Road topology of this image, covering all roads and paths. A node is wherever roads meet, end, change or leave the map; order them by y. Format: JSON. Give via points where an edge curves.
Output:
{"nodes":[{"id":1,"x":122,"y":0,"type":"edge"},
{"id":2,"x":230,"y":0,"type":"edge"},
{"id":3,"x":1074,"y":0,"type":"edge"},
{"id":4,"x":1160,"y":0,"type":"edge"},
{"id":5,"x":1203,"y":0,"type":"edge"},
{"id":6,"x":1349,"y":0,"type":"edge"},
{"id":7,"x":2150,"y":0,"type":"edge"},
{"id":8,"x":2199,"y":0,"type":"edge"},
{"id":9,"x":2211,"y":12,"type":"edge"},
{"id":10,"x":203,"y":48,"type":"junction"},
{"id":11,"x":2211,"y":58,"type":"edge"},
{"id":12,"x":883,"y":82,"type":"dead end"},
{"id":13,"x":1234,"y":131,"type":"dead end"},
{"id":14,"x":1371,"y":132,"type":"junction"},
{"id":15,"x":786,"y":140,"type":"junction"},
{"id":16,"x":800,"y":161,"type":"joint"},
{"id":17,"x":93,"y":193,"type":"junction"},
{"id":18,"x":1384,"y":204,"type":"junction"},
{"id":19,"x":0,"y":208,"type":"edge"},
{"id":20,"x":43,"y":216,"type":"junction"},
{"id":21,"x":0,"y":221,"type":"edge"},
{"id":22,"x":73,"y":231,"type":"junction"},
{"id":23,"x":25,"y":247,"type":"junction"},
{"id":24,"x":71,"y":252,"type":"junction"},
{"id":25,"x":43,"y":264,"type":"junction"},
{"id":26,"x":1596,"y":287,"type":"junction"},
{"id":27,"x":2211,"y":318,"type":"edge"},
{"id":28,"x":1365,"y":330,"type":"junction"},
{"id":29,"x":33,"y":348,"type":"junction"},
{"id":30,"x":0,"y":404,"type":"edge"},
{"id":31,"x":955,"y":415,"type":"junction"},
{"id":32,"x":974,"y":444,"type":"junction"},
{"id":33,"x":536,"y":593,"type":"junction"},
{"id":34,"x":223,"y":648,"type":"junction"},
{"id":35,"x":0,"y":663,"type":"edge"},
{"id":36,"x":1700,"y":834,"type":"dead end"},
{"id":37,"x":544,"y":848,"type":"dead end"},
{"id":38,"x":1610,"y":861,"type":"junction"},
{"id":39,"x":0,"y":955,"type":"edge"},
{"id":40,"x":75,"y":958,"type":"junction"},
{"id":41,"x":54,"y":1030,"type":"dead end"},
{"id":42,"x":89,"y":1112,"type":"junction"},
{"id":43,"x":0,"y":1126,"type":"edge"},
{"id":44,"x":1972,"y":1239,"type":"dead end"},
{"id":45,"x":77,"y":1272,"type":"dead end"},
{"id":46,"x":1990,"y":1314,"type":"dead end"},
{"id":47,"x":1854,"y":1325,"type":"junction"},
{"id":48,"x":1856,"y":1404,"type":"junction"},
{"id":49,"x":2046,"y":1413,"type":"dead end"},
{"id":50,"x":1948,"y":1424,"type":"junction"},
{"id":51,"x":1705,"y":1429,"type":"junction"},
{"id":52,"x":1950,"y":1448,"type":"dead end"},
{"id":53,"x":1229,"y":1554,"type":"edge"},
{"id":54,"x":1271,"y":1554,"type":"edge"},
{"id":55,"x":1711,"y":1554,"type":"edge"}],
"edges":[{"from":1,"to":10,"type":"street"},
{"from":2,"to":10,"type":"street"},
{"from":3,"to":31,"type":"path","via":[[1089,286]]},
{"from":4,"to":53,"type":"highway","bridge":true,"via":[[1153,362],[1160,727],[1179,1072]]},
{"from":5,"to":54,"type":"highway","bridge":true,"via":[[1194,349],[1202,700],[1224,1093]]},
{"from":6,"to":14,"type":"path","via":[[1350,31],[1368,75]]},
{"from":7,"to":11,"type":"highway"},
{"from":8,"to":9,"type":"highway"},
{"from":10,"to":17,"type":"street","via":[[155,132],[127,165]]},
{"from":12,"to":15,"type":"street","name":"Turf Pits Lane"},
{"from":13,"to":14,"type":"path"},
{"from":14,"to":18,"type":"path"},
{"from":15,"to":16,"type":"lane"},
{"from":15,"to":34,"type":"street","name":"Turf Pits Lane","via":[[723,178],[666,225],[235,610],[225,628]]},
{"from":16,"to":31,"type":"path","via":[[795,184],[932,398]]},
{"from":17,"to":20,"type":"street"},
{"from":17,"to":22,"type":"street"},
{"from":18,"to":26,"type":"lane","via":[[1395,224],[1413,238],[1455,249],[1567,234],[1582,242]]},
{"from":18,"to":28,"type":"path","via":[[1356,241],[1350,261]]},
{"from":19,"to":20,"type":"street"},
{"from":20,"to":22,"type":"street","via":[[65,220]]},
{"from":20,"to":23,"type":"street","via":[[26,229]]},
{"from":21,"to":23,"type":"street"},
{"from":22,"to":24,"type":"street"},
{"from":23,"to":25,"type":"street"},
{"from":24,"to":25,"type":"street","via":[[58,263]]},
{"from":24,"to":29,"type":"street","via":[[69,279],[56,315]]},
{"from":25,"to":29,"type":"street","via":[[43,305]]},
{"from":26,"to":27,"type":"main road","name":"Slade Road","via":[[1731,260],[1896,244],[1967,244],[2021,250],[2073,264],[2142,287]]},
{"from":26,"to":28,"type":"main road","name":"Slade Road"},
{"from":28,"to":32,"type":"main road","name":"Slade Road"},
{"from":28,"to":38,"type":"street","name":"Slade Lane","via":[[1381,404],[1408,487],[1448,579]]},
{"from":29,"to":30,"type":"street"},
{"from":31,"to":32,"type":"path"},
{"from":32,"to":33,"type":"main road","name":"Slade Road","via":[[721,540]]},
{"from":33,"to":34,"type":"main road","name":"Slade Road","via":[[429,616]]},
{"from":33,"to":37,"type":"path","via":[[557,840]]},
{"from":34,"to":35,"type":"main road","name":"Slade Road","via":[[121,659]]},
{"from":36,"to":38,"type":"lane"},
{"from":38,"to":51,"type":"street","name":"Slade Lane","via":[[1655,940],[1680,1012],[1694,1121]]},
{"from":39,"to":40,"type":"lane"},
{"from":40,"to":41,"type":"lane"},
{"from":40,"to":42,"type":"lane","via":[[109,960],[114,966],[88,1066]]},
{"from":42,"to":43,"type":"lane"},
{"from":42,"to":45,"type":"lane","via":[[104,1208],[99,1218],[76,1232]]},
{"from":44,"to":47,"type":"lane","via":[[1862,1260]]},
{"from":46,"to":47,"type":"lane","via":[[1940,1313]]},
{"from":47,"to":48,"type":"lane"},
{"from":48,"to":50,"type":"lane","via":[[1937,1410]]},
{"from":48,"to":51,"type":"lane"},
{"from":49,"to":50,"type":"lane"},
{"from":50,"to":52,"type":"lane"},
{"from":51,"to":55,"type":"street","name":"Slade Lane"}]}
==============================
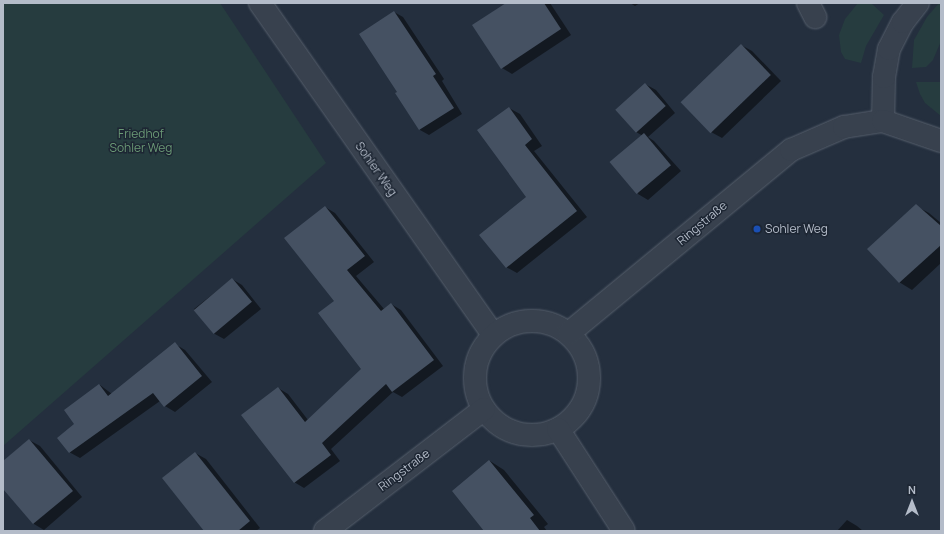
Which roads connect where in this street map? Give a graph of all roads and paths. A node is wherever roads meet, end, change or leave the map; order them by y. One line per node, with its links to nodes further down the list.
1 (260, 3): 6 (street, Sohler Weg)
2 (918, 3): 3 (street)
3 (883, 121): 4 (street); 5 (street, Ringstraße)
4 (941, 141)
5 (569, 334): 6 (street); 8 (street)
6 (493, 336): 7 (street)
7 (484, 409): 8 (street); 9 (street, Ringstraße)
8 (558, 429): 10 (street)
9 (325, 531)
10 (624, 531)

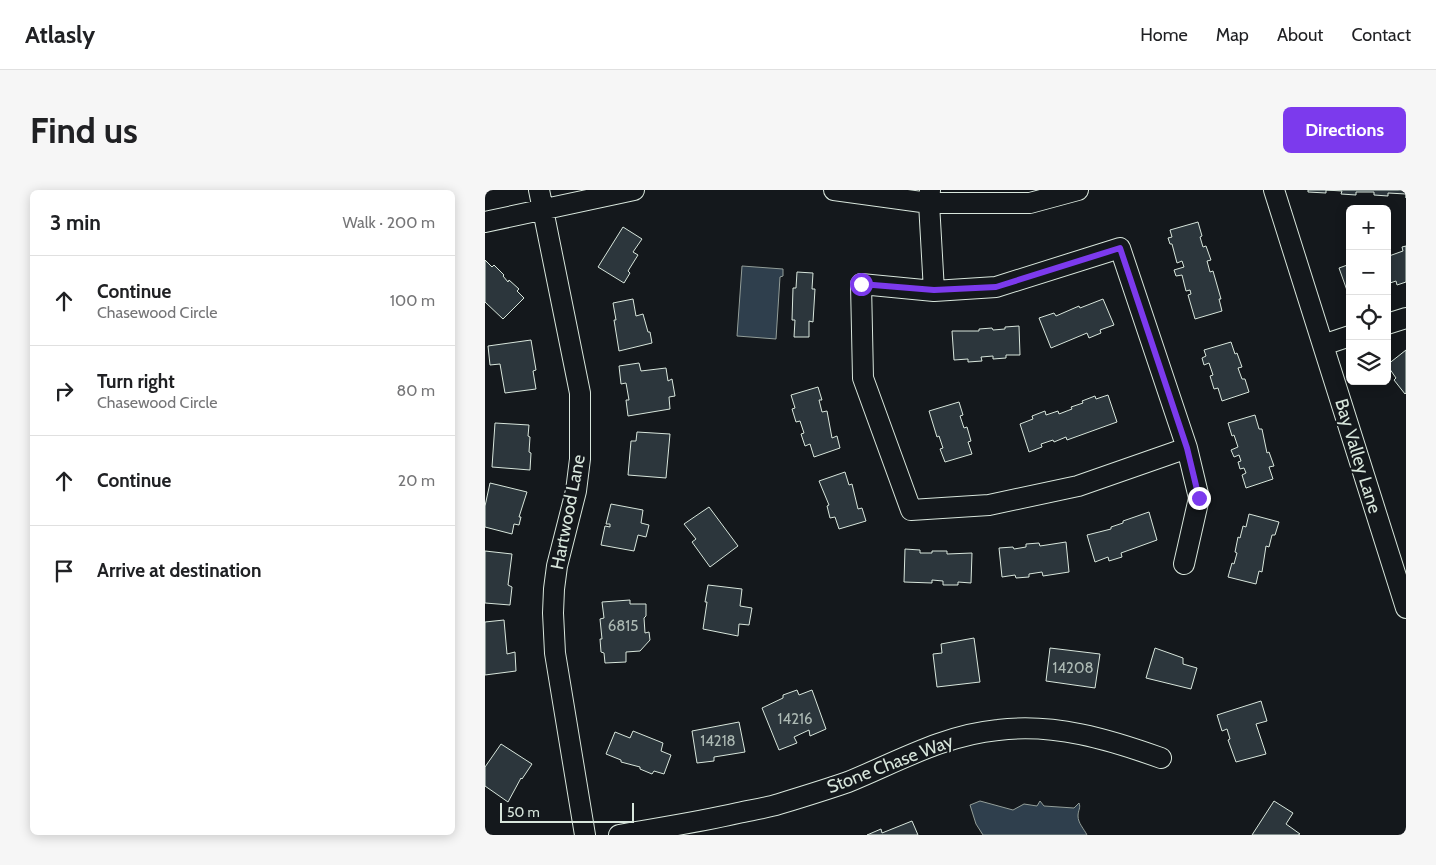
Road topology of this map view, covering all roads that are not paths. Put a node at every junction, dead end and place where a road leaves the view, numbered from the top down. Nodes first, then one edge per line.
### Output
==============================
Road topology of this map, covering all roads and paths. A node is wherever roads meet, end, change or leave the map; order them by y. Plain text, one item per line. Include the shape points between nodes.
==============================
*What you have to do*.
Wherever the string "points" is found in the entries, copy the line it sits in.

*Response to the task*.
Road topology of this image, covering all roads and paths. A node is wherever roads meet, end, change or leave the map; order them by y. Format: JSON. Give via points where an edge curves.
Road topology of this map, covering all roads and paths. A node is wherever roads meet, end, change or leave the map; order them by y. Plain text, one item per line. Include the shape points between nodes.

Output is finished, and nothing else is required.